“How soon?”
“Within half an hour, but—”
“Then go see to it,” she broke in, her foot beating the ground impatiently.
“But, madam—”
“Go, go, go!” she cried, her voice rising at each utterance of that imperative.
“But, madam,” the host persisted despairingly, and speaking quickly so that he might get the words out, “I have no horses fit to travel ten miles.”

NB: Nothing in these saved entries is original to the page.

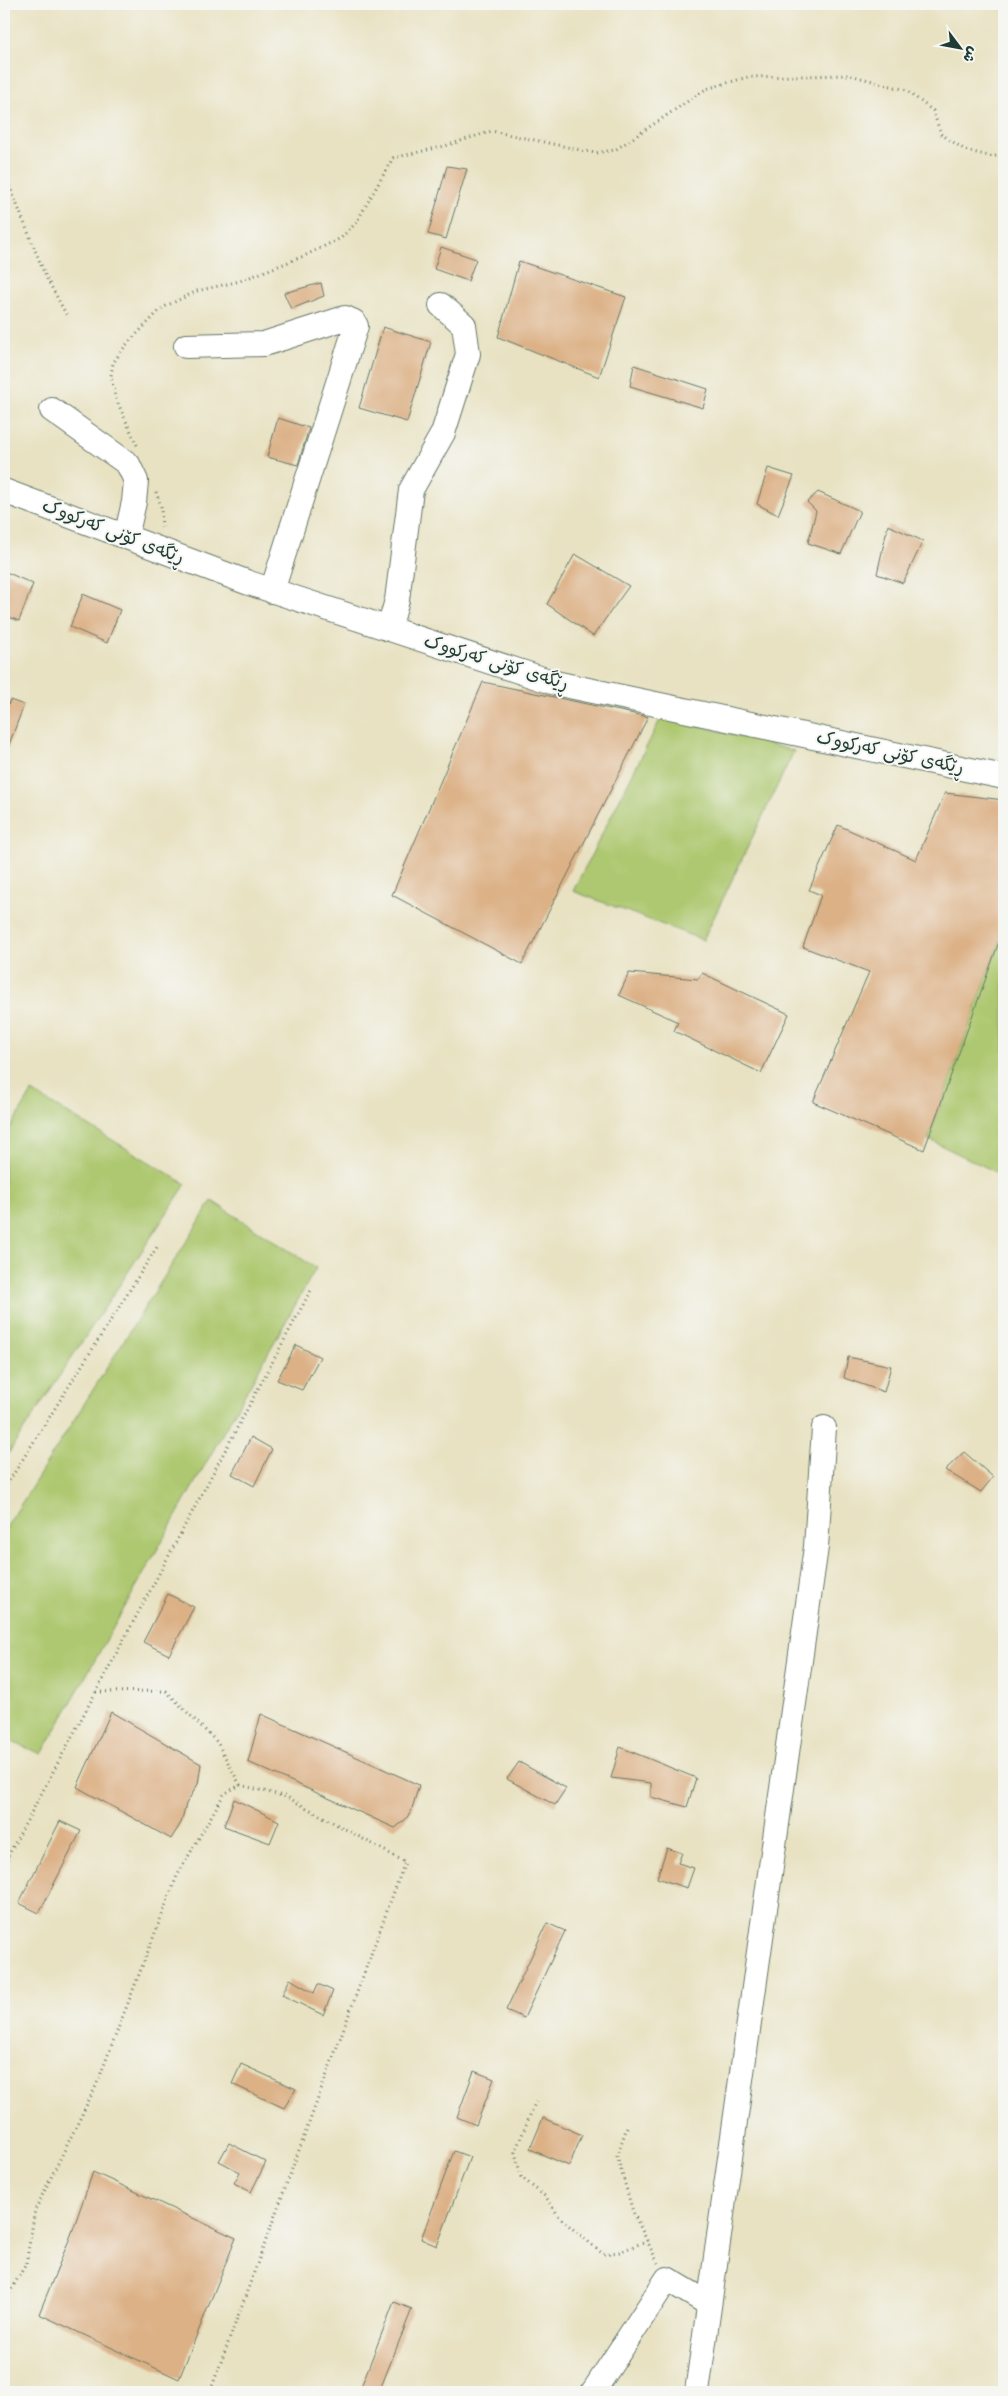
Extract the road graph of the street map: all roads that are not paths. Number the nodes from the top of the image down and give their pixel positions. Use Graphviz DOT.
graph roads {
  1 [pos="441,305"];
  2 [pos="186,346"];
  3 [pos="52,410"];
  4 [pos="4,491"];
  5 [pos="126,536"];
  6 [pos="272,590"];
  7 [pos="389,629"];
  8 [pos="1004,777"];
  9 [pos="824,1428"];
  10 [pos="709,2304"];
  11 [pos="593,2392"];
  12 [pos="697,2392"];
  1 -- 7 [label="street"];
  2 -- 6 [label="street"];
  3 -- 5 [label="street"];
  4 -- 5 [label="street, ڕێگەی کۆنی کەرکووک"];
  5 -- 6 [label="street, ڕێگەی کۆنی کەرکووک"];
  6 -- 7 [label="street, ڕێگەی کۆنی کەرکووک"];
  7 -- 8 [label="street, ڕێگەی کۆنی کەرکووک"];
  9 -- 10 [label="street"];
  10 -- 11 [label="street"];
  10 -- 12 [label="street"];
}
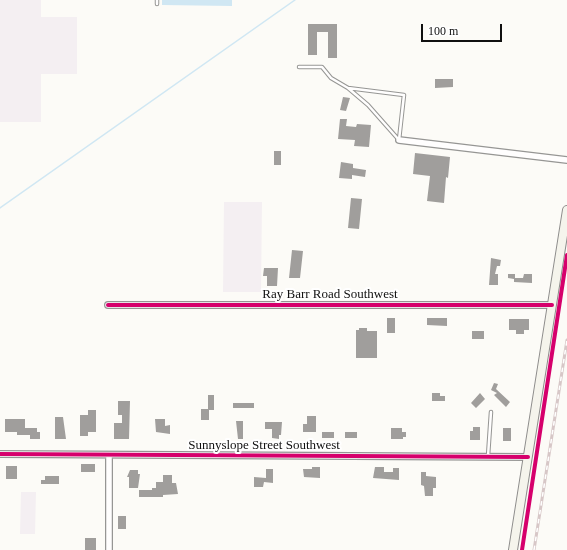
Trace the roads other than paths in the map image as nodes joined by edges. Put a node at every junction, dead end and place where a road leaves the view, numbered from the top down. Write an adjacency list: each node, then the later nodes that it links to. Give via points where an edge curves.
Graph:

“I need to go but five,” she retorted quickly, her only thought being to get the beasts, no matter what their condition. “Now, go, and come not back until all is ready. Use dispatch and I will pay you well, and above all, not a word to the gentleman who came hither with me.”
The sorely-puzzled host withdrew to do her bidding, won to it by her promise of good payment.
Alone she sat for half an hour, vainly fostering the hope that ere the landlord returned to announce the conclusion of his preparations, Crispin might have remembered her and come. But he did not appear, and in her solitude this poor little maid was very miserable, and shed some tears that had still more of anger than sorrow in their source. At length the landlord came. She summoned her woman, and bade her follow by post on the morrow. The landlord she rewarded with a ring worth twenty times the value of the service, and was led by him through a side door into the innyard.
Here she found three horses, one equipped with the pillion on which she was to ride behind a burly stableboy. The other two were mounted by a couple of stalwart and well-armed men, one of whom carried a funnel-mouthed musketoon with a swagger that promised prodigies of valour.